Segment Open
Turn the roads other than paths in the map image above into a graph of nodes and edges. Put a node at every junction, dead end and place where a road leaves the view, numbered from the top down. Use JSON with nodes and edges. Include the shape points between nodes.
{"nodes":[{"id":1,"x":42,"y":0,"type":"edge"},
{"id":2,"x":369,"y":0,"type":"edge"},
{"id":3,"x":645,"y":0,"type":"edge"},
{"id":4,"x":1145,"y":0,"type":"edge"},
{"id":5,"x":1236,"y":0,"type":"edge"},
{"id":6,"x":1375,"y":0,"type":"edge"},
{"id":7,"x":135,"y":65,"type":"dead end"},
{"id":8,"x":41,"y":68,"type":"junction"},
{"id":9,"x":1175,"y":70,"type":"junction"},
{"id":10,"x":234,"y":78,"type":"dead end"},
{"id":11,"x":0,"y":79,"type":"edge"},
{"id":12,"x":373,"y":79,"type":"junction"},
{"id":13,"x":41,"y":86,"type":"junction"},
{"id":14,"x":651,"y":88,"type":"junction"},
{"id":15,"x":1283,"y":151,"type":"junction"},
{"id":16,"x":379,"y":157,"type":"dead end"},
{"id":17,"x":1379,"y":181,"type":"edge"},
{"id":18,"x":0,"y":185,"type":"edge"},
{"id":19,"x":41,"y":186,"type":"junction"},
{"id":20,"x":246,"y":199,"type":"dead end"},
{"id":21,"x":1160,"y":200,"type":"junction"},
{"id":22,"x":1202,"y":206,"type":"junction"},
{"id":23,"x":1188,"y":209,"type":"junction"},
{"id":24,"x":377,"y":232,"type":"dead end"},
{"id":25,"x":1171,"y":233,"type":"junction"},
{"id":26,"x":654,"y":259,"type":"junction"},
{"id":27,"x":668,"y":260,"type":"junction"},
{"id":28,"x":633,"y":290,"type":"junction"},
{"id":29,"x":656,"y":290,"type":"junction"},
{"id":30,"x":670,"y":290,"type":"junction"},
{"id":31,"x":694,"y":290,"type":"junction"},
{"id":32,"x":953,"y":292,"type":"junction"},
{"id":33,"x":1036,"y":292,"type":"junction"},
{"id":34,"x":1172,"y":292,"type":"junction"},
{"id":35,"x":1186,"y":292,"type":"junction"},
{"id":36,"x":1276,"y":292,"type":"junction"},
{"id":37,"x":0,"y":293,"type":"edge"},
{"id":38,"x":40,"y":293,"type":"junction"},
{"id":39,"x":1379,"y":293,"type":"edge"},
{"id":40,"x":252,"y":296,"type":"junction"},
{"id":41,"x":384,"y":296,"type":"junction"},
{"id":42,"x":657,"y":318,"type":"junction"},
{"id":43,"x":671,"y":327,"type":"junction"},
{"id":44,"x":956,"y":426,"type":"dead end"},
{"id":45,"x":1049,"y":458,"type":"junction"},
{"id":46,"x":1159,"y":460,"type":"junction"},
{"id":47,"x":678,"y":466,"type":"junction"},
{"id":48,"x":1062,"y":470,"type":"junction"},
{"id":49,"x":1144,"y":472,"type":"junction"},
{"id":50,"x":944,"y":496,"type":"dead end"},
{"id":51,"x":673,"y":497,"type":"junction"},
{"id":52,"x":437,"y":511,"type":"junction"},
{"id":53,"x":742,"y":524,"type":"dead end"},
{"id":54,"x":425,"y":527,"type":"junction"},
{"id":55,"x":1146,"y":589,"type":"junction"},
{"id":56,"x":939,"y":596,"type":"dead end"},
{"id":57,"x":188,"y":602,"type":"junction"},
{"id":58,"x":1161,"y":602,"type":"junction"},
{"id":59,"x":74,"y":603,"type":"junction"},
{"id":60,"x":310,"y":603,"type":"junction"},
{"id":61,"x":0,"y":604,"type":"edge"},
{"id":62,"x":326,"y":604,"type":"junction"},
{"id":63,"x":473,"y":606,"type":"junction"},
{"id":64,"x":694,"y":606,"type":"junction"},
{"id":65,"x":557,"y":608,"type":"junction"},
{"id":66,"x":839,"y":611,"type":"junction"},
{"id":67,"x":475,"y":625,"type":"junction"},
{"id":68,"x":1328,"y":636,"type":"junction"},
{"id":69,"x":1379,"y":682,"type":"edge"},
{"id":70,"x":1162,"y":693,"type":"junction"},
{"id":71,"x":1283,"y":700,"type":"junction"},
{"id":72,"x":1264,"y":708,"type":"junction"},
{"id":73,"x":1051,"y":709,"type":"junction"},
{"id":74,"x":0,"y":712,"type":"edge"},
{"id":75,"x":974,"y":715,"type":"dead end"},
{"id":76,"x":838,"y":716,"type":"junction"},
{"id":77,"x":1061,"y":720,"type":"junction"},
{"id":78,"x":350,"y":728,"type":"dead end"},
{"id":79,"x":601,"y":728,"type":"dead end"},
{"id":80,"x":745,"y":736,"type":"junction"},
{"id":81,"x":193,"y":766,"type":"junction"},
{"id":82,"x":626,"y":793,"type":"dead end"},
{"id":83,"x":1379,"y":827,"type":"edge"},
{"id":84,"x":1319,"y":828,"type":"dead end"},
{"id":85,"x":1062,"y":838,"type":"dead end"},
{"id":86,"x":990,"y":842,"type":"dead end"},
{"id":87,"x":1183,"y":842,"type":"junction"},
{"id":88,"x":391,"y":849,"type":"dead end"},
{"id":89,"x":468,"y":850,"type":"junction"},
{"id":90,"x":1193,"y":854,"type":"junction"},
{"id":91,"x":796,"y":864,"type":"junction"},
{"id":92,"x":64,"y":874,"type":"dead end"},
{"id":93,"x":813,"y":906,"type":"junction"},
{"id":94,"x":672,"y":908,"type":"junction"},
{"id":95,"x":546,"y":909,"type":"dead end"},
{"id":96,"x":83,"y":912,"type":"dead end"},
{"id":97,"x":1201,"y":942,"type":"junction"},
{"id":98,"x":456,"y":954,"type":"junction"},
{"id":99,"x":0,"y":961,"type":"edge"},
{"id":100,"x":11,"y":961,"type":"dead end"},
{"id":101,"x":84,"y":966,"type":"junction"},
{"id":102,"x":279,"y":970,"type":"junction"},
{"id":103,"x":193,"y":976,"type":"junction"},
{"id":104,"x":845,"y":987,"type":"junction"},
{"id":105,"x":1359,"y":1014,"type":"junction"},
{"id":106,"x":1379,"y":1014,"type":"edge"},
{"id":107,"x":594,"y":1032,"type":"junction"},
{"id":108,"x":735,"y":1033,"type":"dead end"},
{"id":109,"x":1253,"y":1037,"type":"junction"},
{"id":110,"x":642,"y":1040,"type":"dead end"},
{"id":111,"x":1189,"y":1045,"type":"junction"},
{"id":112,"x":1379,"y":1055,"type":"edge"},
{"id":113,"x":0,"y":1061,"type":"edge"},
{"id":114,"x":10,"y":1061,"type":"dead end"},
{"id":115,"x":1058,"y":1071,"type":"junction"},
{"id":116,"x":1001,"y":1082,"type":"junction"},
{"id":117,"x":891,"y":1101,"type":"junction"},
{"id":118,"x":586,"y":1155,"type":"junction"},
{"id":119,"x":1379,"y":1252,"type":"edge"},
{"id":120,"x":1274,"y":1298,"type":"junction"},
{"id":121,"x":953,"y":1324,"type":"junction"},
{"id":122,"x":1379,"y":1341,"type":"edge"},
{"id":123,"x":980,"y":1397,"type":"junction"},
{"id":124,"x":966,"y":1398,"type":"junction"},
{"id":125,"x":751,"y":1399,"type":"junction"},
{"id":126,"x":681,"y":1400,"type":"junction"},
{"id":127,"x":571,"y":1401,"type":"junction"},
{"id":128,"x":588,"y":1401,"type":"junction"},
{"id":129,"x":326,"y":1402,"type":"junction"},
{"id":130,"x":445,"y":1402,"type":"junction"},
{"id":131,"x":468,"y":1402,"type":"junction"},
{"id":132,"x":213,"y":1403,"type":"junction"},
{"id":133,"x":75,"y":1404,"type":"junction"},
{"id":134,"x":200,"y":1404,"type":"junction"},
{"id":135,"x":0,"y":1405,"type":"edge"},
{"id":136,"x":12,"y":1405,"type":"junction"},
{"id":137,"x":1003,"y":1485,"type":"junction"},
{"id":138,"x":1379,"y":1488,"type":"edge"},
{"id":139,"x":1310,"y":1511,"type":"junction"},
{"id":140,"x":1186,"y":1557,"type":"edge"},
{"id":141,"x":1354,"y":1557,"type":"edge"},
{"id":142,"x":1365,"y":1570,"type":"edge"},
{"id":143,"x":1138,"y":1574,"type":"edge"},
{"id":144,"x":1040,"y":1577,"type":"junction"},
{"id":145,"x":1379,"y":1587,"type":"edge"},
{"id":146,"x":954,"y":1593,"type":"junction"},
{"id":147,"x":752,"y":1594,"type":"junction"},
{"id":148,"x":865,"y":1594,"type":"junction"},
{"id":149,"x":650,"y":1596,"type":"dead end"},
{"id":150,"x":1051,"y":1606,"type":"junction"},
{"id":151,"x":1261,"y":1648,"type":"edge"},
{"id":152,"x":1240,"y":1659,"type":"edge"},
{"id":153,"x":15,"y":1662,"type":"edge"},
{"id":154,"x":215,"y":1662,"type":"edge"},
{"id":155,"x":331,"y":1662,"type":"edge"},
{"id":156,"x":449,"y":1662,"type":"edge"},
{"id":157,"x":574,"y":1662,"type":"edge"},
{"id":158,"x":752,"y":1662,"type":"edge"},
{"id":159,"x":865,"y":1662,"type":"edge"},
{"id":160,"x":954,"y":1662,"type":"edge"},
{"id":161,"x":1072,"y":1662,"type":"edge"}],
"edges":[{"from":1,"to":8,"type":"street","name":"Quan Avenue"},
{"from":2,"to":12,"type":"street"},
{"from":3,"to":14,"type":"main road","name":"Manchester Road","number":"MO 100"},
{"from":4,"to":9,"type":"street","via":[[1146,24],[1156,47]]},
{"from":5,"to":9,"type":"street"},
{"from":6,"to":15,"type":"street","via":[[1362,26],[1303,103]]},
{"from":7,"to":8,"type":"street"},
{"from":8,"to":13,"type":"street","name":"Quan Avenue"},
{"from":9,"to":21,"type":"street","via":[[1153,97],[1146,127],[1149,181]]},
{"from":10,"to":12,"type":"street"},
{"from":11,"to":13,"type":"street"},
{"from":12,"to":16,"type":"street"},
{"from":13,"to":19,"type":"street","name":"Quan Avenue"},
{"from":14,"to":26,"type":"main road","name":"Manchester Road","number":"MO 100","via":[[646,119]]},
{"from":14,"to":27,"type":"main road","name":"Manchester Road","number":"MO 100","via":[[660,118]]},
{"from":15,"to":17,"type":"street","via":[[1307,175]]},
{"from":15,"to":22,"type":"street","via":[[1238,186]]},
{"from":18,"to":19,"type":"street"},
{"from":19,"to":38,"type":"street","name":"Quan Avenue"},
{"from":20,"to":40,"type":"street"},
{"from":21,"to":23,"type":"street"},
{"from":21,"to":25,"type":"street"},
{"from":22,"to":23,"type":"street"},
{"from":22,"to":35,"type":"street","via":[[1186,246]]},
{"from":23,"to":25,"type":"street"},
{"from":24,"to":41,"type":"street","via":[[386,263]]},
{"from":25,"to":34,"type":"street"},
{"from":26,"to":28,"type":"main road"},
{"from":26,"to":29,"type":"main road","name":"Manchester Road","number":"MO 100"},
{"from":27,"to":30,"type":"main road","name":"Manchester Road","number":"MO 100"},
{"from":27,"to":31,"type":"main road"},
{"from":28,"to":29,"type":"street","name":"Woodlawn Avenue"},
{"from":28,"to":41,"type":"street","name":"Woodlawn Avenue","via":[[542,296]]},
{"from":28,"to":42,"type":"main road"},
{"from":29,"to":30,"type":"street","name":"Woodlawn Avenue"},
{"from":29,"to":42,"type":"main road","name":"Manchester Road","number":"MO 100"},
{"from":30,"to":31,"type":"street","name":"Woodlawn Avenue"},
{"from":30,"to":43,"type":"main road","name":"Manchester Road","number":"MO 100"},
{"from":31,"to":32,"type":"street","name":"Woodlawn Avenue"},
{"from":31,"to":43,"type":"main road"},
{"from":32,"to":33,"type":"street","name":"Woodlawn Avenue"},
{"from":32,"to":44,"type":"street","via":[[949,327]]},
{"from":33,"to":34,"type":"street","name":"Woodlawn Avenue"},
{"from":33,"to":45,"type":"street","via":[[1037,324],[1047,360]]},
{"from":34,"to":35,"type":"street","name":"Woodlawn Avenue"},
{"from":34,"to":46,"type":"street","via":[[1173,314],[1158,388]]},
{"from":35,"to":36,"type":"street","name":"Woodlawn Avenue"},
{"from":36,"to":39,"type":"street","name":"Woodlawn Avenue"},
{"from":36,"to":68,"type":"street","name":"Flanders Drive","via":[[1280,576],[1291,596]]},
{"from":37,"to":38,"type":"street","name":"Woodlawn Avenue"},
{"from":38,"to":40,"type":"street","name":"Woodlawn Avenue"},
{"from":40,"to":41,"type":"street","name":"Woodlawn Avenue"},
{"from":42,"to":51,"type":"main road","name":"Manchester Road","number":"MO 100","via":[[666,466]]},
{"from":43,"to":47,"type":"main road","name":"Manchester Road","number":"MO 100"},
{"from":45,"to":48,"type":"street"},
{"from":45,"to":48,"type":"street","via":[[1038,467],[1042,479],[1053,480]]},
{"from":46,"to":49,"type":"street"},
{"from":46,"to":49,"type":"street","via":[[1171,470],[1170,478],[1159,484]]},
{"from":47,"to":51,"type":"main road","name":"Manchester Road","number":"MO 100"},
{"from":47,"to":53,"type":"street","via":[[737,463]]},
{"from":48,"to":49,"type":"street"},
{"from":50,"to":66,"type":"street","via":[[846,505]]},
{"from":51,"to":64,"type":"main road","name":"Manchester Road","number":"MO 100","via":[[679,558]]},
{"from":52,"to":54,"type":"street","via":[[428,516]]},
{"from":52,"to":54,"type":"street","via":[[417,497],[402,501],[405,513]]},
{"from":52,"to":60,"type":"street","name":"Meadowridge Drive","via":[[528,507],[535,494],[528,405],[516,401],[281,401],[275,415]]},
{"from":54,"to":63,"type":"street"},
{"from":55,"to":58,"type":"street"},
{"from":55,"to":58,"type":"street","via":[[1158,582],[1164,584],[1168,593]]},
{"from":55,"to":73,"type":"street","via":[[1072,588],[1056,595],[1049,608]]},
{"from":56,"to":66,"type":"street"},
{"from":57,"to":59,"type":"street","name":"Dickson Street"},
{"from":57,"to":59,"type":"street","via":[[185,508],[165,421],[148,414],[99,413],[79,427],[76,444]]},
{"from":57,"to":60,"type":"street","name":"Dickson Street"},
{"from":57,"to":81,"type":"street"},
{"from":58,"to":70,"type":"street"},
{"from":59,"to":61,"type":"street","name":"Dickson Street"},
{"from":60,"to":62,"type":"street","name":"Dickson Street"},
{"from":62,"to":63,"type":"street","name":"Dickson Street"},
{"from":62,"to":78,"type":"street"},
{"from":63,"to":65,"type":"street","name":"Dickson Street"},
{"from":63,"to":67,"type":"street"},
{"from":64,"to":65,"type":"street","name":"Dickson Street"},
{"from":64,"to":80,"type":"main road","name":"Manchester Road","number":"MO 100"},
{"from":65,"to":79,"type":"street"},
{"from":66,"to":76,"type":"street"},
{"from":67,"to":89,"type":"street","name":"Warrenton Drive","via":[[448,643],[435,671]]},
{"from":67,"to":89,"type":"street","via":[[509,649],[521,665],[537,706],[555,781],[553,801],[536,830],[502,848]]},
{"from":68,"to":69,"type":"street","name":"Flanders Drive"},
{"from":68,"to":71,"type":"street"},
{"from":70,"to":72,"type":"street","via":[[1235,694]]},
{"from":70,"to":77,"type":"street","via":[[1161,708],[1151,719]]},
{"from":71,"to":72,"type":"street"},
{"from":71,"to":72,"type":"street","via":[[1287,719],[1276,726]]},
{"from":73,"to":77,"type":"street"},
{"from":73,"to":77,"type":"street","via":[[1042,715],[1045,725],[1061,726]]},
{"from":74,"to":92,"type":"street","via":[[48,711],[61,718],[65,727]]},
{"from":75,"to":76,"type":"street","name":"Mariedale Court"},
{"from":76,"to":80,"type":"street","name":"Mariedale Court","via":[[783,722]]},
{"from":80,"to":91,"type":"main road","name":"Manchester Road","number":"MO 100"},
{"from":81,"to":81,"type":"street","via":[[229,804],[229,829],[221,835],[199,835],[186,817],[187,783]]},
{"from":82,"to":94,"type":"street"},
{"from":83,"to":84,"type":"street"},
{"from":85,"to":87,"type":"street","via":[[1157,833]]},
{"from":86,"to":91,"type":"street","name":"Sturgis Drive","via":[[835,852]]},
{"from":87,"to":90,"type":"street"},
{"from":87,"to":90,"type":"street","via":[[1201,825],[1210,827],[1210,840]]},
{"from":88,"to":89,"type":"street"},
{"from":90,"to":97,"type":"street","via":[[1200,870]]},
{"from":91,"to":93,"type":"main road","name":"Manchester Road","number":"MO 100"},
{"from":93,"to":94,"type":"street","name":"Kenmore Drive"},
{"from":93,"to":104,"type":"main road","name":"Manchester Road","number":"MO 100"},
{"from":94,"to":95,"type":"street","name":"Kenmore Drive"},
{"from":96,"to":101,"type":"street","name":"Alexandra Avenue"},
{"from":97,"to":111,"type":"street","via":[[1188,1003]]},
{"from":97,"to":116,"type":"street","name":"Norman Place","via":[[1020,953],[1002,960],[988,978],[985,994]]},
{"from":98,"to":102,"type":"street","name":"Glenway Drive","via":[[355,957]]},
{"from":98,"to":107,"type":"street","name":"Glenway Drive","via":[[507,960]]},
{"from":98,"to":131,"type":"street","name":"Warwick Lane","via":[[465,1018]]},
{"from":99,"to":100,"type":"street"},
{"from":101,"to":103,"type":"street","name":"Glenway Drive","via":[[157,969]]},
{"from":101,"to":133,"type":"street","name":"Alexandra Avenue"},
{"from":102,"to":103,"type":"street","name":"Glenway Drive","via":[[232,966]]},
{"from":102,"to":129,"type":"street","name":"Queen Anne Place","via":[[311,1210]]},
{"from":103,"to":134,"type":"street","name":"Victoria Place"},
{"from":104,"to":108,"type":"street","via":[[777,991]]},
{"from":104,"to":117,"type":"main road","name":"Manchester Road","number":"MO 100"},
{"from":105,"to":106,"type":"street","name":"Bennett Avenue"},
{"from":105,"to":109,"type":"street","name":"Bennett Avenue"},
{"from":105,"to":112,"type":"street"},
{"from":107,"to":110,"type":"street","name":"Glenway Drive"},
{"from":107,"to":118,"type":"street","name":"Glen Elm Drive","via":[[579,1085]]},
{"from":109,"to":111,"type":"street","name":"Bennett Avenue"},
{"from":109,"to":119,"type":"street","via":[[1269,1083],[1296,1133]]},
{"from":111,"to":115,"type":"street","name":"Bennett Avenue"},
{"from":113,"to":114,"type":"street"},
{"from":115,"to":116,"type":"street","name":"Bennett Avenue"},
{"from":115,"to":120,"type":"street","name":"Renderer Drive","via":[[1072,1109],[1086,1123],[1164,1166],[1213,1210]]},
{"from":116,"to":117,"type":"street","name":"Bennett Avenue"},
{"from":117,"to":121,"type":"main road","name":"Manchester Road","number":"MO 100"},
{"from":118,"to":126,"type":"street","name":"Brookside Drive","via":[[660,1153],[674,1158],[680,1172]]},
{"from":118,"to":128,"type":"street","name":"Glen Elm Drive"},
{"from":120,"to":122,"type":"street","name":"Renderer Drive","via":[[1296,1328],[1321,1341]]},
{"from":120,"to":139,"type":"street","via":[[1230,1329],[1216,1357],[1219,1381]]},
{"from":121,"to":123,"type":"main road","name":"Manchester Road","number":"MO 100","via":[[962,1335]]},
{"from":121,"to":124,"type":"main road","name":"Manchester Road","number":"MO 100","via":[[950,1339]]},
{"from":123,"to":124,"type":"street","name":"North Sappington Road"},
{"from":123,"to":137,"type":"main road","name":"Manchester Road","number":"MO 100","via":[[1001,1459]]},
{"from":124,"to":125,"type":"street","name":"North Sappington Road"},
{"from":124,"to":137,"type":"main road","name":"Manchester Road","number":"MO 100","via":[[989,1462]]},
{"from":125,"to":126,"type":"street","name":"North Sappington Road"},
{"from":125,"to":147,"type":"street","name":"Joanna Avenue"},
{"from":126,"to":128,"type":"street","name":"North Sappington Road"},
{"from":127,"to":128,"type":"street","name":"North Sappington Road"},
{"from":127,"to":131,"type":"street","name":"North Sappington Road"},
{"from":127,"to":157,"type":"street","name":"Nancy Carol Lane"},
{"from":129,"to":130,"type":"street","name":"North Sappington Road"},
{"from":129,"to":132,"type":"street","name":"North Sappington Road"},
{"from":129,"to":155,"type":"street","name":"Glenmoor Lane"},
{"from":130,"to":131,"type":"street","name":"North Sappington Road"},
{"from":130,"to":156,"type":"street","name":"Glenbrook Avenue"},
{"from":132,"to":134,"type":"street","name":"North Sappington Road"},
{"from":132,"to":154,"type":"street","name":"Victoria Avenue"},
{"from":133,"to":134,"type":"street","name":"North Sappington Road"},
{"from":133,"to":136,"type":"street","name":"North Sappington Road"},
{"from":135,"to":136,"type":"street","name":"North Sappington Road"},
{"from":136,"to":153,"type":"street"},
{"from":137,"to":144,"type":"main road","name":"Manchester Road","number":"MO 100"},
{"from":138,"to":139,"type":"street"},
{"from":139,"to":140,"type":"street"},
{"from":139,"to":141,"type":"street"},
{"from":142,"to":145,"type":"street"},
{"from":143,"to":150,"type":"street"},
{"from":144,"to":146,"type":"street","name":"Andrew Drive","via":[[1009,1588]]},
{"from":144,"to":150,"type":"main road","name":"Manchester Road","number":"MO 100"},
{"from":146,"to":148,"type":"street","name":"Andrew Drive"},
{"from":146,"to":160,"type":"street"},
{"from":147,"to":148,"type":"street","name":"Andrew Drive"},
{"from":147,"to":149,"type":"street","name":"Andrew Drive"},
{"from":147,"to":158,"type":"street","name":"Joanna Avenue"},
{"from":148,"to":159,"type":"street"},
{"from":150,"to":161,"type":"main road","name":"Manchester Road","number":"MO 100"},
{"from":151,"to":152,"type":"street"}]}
Segment Closed
Prompt: Going through the material, count each line that carries the word "Alexandra", and output only that count.

Solution below: 2